Instructions to follow
In the material below, how many lines include the string "every"? Answer with the number and nothing else.

═══ Records for the task

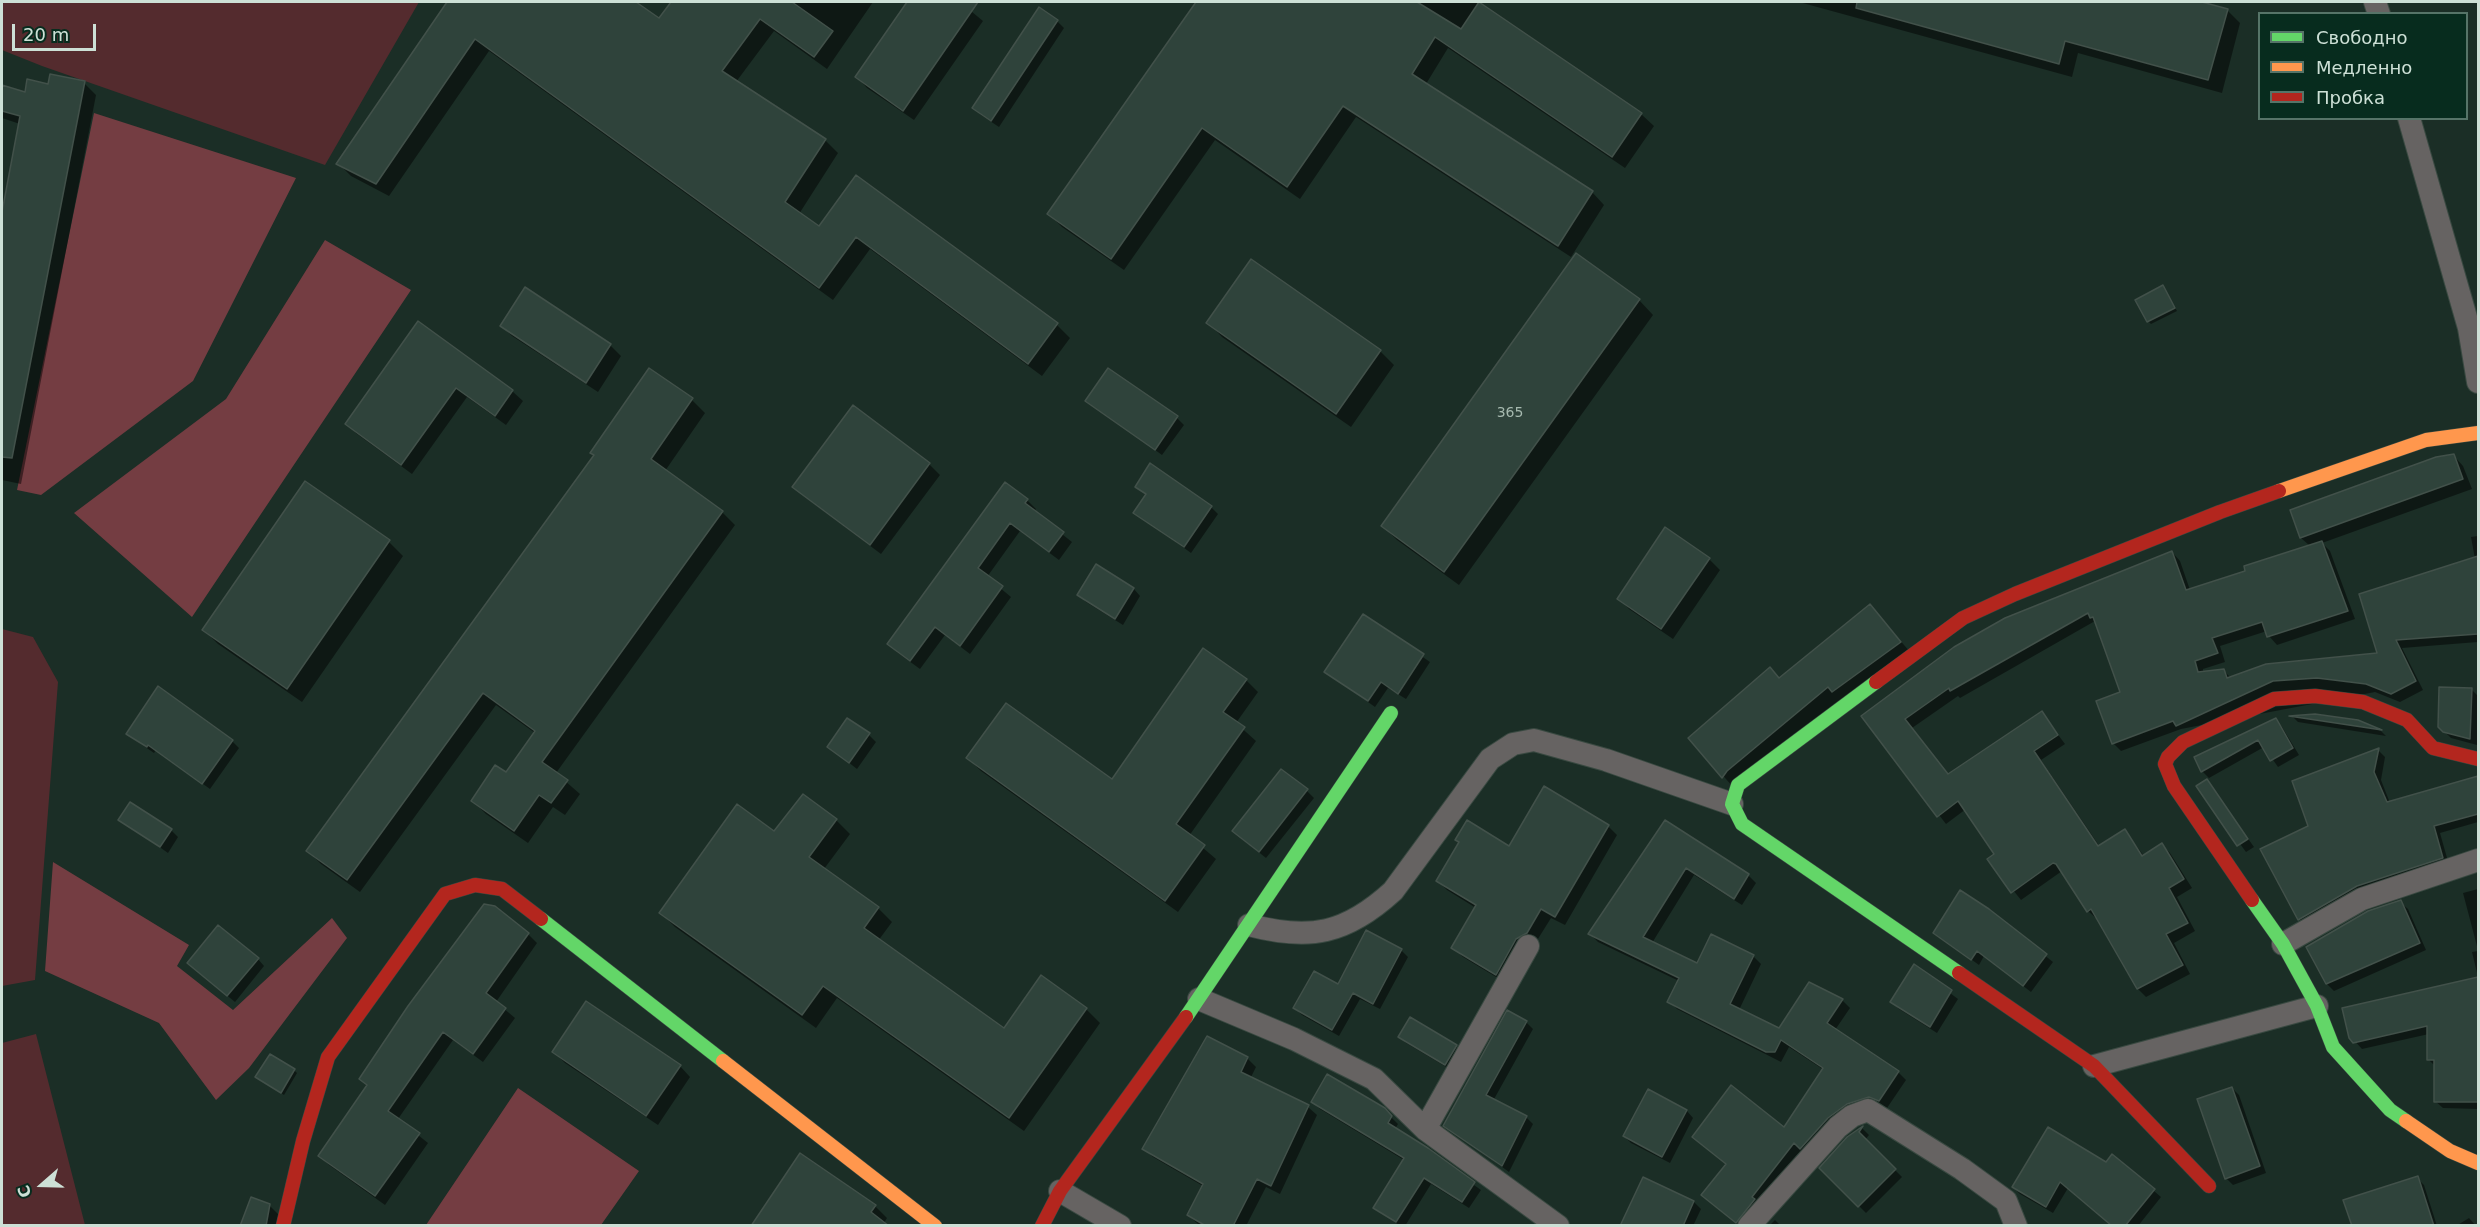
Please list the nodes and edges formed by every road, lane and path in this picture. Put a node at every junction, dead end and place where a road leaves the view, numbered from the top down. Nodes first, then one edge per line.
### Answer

══════
═══ Records for the task

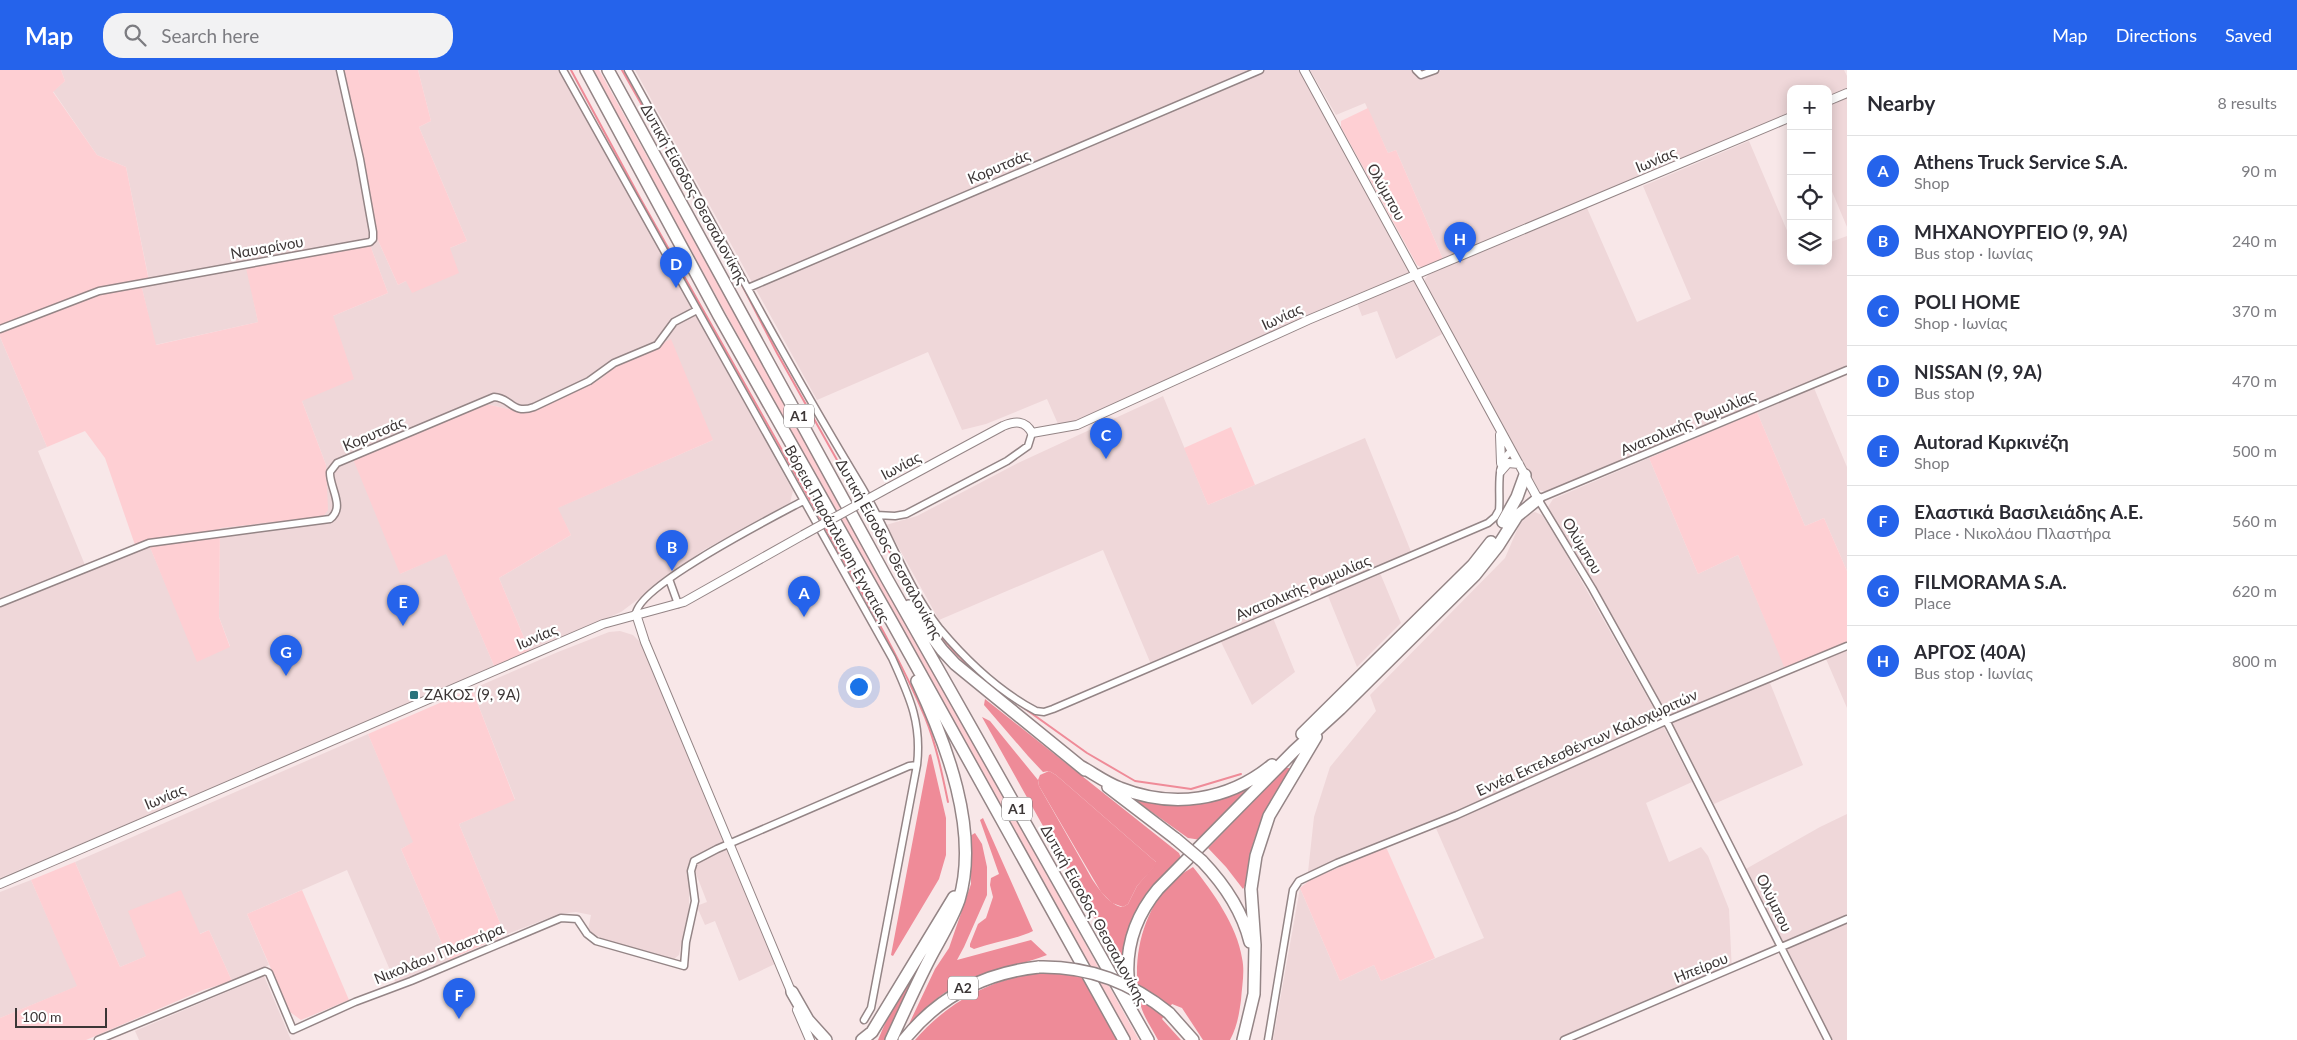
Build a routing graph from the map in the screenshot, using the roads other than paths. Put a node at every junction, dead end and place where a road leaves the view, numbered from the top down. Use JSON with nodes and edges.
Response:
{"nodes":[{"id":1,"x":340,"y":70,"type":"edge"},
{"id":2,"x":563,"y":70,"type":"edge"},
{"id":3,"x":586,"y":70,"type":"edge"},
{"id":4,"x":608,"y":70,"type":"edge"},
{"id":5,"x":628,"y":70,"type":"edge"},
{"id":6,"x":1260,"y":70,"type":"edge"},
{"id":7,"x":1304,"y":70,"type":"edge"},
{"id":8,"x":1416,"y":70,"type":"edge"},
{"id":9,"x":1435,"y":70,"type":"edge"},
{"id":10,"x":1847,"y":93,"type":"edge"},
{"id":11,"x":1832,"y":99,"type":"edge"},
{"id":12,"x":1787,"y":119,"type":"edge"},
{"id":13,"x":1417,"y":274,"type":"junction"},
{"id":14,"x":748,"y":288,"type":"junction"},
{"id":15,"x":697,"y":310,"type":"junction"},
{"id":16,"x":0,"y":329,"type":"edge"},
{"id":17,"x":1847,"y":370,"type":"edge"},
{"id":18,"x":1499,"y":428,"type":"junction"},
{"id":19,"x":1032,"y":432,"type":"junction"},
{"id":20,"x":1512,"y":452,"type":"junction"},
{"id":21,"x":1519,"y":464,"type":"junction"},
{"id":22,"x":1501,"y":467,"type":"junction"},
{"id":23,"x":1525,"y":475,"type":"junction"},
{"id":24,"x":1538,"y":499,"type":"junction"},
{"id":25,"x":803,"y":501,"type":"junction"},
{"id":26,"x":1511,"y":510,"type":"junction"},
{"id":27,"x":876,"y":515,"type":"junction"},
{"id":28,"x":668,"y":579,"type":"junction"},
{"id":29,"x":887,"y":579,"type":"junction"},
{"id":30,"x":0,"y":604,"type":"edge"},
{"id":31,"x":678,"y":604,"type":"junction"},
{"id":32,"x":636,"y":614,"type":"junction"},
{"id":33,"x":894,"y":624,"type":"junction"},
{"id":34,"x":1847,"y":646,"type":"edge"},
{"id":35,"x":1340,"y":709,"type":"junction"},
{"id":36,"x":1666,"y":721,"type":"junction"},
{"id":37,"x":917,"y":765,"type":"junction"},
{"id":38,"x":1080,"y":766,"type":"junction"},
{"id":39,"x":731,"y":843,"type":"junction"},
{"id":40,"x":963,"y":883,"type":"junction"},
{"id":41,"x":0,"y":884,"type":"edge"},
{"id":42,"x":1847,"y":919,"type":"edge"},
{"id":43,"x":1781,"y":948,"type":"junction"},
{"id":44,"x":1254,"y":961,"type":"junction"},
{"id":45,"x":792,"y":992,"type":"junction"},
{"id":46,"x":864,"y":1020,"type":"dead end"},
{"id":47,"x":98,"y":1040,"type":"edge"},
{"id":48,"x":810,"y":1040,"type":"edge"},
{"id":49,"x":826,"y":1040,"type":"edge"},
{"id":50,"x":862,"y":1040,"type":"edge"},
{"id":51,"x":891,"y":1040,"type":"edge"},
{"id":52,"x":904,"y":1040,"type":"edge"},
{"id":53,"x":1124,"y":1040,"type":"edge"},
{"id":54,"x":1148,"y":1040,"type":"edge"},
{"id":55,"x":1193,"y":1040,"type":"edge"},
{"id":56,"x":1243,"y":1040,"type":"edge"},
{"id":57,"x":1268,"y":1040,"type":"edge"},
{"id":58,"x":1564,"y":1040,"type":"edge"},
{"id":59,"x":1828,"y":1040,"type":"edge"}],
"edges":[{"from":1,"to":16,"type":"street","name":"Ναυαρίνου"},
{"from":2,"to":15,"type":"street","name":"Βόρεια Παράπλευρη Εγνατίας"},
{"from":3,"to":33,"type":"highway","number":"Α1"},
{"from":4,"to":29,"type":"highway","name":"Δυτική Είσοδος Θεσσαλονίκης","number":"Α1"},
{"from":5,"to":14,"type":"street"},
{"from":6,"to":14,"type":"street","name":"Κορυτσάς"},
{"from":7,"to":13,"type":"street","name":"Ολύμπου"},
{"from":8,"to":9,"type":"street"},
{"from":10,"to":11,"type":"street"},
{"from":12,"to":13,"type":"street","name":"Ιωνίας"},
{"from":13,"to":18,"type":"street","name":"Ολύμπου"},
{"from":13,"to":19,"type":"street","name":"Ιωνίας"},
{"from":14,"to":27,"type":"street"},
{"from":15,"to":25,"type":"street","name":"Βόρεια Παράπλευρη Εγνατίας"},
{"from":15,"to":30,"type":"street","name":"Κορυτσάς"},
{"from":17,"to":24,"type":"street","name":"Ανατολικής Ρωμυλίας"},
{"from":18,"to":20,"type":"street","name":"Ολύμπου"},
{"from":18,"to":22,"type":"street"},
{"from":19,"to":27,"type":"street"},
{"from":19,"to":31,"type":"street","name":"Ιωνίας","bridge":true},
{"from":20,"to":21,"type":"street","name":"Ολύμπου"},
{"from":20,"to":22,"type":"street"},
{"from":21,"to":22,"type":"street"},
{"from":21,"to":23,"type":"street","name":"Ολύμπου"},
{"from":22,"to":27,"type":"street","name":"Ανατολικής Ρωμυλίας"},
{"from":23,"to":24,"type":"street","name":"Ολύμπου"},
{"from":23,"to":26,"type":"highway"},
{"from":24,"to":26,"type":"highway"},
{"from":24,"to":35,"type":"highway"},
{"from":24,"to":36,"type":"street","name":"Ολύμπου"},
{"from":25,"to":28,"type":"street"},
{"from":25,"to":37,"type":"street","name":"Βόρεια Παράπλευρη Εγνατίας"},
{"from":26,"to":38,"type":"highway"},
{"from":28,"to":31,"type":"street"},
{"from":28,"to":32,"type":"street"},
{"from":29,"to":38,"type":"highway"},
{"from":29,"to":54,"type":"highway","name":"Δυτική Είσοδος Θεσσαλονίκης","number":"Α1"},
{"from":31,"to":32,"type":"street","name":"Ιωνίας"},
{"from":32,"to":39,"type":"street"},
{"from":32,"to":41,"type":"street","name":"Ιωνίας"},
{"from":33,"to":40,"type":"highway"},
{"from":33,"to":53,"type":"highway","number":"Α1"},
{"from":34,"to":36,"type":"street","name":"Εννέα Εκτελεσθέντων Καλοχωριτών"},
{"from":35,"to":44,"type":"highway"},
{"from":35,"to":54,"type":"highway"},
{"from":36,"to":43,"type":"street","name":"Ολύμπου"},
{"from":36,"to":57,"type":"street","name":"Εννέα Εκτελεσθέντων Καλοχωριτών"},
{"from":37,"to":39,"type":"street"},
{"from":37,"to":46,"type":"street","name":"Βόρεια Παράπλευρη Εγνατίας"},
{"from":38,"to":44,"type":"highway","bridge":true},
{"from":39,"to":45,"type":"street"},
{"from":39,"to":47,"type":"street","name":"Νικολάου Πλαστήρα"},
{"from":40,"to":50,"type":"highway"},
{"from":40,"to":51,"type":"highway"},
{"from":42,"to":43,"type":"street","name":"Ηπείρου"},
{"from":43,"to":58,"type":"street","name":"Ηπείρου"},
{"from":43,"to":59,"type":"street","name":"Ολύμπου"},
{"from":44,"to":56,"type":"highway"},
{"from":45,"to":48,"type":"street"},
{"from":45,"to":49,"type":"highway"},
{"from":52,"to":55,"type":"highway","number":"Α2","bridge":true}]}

══════
═══ Records for the task

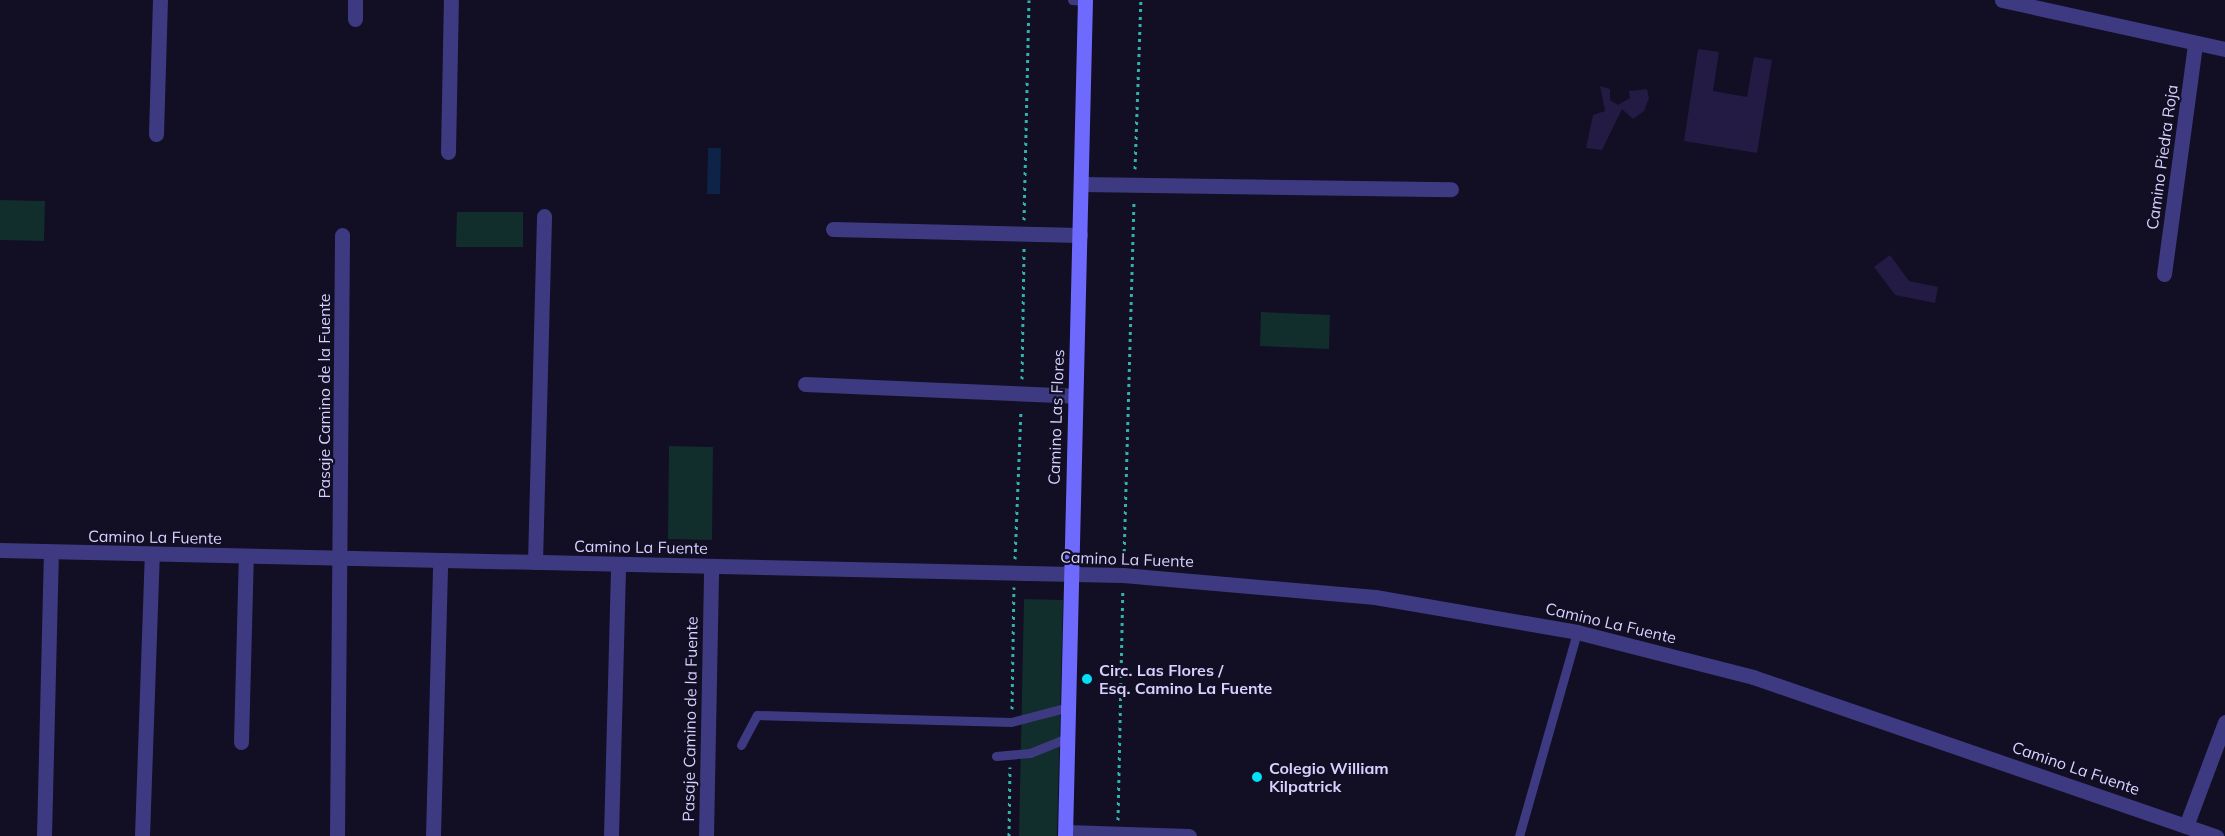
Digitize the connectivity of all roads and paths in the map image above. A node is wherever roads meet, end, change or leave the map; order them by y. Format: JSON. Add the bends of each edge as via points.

══════

Result for this exercise
2